(Source information):
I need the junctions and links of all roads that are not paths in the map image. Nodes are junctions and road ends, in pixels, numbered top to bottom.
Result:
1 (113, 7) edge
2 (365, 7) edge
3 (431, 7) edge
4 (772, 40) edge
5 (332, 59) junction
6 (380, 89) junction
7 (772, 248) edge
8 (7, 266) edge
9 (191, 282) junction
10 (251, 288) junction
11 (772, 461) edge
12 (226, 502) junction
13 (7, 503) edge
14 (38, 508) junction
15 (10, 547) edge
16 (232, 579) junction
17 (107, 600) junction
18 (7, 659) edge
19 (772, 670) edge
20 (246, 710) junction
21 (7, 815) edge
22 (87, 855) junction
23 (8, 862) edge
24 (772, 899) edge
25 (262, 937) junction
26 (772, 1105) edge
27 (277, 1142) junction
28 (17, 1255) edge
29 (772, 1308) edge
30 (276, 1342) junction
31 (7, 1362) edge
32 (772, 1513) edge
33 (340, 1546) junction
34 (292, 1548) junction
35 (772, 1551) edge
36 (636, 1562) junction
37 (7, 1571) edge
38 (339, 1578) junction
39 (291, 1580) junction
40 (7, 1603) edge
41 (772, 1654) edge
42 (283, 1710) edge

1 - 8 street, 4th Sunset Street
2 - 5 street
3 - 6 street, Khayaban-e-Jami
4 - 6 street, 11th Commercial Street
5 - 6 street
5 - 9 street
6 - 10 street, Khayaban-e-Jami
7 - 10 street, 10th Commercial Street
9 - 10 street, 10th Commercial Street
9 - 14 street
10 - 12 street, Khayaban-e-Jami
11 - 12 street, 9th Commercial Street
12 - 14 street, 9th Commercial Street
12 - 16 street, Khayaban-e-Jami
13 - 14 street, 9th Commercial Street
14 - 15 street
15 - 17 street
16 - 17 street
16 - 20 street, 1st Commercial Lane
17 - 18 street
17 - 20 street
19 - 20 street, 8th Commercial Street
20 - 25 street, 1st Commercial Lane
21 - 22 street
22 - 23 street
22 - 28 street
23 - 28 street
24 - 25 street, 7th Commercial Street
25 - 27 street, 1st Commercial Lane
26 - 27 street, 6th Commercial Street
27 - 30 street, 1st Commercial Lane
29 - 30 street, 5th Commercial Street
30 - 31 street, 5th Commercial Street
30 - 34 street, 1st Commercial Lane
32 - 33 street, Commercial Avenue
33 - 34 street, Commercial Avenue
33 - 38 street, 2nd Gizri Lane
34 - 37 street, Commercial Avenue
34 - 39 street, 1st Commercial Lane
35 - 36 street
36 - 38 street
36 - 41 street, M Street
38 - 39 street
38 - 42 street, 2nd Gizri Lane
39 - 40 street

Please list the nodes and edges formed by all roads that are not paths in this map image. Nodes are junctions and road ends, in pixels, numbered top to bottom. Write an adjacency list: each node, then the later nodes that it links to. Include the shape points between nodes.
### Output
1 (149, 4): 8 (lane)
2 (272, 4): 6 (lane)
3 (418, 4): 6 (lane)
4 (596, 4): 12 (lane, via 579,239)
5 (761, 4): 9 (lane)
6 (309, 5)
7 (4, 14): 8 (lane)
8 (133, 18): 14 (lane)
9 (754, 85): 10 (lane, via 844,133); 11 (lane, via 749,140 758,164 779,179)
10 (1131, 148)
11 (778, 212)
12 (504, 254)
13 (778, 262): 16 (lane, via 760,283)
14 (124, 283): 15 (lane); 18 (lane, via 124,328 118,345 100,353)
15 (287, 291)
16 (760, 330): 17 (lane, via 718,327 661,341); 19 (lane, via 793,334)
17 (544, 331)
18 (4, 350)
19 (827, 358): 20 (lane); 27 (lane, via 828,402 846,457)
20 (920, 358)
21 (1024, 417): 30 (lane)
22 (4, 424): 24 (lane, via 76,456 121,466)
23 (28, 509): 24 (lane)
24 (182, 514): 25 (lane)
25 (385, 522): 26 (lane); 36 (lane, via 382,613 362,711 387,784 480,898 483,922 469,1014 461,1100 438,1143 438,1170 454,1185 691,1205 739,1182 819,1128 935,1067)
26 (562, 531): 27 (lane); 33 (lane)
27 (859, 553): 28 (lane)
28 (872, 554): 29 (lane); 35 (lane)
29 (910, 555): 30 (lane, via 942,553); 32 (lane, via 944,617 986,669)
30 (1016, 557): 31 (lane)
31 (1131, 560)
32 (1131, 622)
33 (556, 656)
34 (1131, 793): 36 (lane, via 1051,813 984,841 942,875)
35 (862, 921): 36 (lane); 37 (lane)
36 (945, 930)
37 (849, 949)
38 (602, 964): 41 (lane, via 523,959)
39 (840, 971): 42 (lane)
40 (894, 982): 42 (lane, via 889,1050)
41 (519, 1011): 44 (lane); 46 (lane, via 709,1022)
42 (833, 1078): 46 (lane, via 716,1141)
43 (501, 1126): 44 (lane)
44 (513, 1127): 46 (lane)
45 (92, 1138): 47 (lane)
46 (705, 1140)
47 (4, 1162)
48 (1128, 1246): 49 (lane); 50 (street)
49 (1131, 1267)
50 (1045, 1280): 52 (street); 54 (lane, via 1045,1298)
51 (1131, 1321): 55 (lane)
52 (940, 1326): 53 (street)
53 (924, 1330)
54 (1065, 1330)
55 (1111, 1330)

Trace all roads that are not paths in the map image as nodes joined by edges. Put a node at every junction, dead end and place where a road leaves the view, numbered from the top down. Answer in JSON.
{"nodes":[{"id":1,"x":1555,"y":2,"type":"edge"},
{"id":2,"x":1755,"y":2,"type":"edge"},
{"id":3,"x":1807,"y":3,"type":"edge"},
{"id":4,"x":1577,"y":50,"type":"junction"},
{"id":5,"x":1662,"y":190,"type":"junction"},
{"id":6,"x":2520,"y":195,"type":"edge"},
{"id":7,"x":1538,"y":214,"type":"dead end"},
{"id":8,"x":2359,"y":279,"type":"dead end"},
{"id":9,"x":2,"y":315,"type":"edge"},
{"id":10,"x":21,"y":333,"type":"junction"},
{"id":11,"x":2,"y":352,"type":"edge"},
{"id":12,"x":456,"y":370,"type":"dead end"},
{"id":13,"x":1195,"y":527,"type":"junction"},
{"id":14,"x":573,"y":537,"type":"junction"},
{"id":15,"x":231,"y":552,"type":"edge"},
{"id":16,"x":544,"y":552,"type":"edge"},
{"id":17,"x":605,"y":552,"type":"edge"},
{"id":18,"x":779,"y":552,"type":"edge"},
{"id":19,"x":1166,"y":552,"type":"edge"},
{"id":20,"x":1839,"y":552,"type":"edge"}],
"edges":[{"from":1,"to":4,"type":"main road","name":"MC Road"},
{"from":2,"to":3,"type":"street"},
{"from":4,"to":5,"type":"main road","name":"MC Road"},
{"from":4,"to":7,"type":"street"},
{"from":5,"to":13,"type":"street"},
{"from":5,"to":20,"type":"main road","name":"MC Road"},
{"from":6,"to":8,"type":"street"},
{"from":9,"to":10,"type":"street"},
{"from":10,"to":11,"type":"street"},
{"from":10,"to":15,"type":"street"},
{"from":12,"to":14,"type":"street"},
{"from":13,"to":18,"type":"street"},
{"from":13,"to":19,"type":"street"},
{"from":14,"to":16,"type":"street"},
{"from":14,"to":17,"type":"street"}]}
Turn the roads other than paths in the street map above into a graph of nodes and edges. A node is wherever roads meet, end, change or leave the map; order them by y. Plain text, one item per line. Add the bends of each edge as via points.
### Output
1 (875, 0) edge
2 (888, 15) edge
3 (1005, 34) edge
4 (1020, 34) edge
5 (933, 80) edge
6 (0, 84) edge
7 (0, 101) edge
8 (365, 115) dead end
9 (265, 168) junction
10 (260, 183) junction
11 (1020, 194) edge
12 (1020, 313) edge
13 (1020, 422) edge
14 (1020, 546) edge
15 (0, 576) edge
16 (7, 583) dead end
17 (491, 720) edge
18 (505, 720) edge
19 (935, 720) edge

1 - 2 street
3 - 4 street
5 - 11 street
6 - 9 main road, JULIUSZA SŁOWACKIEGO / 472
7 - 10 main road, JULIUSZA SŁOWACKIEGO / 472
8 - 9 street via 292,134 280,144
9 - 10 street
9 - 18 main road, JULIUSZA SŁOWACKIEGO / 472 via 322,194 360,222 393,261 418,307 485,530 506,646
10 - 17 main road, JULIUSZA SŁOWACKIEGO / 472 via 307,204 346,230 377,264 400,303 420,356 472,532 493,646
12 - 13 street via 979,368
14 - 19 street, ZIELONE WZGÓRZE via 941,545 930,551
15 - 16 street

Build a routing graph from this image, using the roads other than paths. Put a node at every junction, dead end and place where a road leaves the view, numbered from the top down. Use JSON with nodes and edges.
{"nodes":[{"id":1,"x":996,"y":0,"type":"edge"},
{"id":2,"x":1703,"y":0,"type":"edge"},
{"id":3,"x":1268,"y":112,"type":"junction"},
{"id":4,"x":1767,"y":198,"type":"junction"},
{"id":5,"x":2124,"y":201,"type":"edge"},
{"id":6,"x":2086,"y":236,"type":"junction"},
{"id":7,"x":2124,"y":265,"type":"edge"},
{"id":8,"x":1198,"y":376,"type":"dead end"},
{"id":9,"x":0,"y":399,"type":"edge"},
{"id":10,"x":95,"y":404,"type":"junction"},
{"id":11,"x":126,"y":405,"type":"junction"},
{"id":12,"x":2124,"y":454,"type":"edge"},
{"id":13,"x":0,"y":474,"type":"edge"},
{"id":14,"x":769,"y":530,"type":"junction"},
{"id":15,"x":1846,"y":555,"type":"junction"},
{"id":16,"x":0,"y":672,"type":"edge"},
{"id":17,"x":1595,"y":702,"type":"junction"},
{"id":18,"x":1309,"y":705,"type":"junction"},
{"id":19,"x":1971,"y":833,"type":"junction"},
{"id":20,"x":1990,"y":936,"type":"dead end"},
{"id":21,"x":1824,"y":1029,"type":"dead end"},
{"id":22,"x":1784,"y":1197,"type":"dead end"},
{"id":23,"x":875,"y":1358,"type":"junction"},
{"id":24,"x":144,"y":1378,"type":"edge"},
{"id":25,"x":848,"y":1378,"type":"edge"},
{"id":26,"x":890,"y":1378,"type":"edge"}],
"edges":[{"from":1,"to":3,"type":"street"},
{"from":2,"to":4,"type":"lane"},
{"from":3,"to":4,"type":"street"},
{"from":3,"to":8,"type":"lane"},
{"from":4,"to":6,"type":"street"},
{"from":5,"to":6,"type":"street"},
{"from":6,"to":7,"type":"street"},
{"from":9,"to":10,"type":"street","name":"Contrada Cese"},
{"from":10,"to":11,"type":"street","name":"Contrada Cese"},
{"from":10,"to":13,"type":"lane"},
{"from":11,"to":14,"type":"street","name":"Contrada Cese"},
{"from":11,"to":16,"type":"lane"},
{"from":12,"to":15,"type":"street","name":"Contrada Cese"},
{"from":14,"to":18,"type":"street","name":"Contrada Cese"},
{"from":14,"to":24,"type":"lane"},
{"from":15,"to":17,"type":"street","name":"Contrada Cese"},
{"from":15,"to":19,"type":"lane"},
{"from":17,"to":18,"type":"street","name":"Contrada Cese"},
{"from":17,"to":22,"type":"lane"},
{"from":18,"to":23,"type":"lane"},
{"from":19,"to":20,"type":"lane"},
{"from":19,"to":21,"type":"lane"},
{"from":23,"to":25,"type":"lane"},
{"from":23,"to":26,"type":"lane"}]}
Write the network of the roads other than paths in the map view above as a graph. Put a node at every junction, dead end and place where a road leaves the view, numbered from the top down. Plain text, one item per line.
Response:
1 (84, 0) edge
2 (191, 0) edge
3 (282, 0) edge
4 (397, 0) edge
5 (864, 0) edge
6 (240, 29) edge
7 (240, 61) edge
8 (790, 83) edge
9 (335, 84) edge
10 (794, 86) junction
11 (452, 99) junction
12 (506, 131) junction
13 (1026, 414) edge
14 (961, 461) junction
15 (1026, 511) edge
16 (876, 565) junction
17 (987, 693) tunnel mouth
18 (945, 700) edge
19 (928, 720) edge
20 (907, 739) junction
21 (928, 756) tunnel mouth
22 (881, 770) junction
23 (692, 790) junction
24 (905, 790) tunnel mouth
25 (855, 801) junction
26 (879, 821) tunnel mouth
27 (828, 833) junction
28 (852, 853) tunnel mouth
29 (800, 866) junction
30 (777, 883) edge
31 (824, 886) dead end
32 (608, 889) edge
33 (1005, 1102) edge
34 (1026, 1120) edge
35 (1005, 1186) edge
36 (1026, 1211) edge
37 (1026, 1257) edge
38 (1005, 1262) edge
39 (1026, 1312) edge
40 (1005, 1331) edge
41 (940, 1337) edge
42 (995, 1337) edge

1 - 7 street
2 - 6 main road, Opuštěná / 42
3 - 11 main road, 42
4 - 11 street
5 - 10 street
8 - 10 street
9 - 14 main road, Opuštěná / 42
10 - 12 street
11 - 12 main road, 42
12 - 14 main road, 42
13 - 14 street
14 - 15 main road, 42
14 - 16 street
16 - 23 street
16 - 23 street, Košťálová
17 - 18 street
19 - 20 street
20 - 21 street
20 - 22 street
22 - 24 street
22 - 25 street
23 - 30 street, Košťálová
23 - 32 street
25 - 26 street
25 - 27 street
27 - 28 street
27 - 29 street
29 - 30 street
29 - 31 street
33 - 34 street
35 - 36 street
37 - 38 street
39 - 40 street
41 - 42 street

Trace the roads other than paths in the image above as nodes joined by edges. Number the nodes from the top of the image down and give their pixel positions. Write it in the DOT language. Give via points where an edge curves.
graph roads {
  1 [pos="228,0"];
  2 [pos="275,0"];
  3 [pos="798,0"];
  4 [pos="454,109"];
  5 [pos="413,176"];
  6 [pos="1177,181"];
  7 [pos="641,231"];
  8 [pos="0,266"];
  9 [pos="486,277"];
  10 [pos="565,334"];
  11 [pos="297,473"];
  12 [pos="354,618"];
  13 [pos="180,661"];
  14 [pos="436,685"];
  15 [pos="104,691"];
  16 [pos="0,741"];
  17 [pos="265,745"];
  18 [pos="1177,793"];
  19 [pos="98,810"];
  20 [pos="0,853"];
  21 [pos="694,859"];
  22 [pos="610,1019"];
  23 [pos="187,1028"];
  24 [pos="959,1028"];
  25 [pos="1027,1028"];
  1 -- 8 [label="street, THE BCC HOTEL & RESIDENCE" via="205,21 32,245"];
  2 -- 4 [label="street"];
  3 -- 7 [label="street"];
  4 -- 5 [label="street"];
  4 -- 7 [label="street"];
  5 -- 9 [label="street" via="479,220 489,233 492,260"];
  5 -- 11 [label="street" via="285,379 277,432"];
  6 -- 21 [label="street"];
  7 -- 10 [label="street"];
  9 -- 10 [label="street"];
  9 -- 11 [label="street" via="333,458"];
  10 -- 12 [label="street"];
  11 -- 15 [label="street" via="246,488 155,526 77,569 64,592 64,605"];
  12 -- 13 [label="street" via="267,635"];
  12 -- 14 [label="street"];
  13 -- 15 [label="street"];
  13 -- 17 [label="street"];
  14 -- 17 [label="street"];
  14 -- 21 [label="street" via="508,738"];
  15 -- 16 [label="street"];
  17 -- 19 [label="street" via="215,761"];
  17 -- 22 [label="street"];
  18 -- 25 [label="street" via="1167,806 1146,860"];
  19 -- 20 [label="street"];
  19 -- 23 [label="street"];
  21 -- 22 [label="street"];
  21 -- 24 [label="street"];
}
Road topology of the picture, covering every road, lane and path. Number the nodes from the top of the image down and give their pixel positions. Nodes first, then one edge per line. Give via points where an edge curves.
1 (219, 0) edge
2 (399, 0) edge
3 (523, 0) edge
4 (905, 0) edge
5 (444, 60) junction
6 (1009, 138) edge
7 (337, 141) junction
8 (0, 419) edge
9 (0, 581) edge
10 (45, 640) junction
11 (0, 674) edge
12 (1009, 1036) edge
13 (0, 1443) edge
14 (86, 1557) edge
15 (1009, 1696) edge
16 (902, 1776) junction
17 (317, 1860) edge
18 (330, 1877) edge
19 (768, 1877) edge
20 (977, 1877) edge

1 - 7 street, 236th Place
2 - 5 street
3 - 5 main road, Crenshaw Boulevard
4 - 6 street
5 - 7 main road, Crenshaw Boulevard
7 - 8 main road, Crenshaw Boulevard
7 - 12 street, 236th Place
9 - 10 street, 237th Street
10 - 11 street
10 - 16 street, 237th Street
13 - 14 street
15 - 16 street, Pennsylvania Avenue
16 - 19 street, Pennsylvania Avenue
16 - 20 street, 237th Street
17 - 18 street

(Required work): The word is "edges". Copy every line above where it appears.

(Final answer):
Please list the nodes and edges formed by all roads that are not paths in this map image. Nodes are junctions and road ends, in pixels, numbered top to bottom. Write an adjacency list: each node, then the later nodes that it links to. Include the shape points between nodes.
Trace all roads that are not paths in the map image as nodes joined by edges. Put a node at every junction, dead end and place where a road leaves the view, numbered from the top down. Answer in JSON.
"edges":[{"from":1,"to":4,"type":"main road","name":"MC Road"},
Turn the roads other than paths in the street map above into a graph of nodes and edges. A node is wherever roads meet, end, change or leave the map; order them by y. Plain text, one item per line. Add the bends of each edge as via points.
Build a routing graph from this image, using the roads other than paths. Put a node at every junction, dead end and place where a road leaves the view, numbered from the top down. Use JSON with nodes and edges.
"edges":[{"from":1,"to":3,"type":"street"},
Trace the roads other than paths in the image above as nodes joined by edges. Number the nodes from the top of the image down and give their pixel positions. Write it in the DOT language. Give via points where an edge curves.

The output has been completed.